## Your assignment:
Find how many lines below mention "dead". Nothing but the number is needed.

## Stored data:
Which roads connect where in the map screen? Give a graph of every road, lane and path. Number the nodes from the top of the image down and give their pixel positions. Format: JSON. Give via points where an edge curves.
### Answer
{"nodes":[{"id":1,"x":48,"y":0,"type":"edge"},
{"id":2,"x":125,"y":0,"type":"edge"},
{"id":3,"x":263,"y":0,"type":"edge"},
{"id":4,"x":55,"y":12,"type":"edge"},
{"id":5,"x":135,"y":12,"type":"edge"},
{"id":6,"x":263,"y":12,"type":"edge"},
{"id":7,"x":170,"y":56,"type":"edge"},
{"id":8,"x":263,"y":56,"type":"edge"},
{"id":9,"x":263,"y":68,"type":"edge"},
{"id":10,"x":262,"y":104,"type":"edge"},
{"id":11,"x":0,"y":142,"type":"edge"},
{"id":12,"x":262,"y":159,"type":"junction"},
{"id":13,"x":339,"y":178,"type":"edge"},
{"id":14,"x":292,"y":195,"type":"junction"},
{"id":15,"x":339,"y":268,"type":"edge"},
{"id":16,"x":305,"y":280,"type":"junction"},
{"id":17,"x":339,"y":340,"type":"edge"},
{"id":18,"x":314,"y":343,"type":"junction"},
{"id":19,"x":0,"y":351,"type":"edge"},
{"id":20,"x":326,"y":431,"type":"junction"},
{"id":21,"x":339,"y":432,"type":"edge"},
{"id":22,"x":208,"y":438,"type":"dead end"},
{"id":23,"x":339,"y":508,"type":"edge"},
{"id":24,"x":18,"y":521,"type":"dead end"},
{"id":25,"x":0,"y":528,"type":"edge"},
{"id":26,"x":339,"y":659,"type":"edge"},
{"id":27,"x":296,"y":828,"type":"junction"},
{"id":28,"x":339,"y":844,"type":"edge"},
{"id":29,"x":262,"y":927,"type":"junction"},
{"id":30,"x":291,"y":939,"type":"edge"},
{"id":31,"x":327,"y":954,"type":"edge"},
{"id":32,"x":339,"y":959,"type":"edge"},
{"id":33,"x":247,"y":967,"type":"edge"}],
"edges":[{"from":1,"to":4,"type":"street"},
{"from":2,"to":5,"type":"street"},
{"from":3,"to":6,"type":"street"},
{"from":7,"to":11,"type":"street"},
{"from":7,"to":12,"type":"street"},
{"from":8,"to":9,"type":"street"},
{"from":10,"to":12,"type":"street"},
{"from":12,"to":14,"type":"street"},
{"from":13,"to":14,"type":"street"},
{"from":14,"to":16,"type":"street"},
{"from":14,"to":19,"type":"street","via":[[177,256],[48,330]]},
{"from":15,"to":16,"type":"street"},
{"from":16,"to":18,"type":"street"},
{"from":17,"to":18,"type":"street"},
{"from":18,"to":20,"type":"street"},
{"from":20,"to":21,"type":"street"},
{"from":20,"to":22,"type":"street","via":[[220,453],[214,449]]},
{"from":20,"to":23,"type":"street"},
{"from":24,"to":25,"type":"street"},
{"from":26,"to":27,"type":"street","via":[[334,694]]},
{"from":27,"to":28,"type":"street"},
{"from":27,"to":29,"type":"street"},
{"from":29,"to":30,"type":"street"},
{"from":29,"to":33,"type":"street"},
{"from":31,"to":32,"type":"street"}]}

## Reply:
2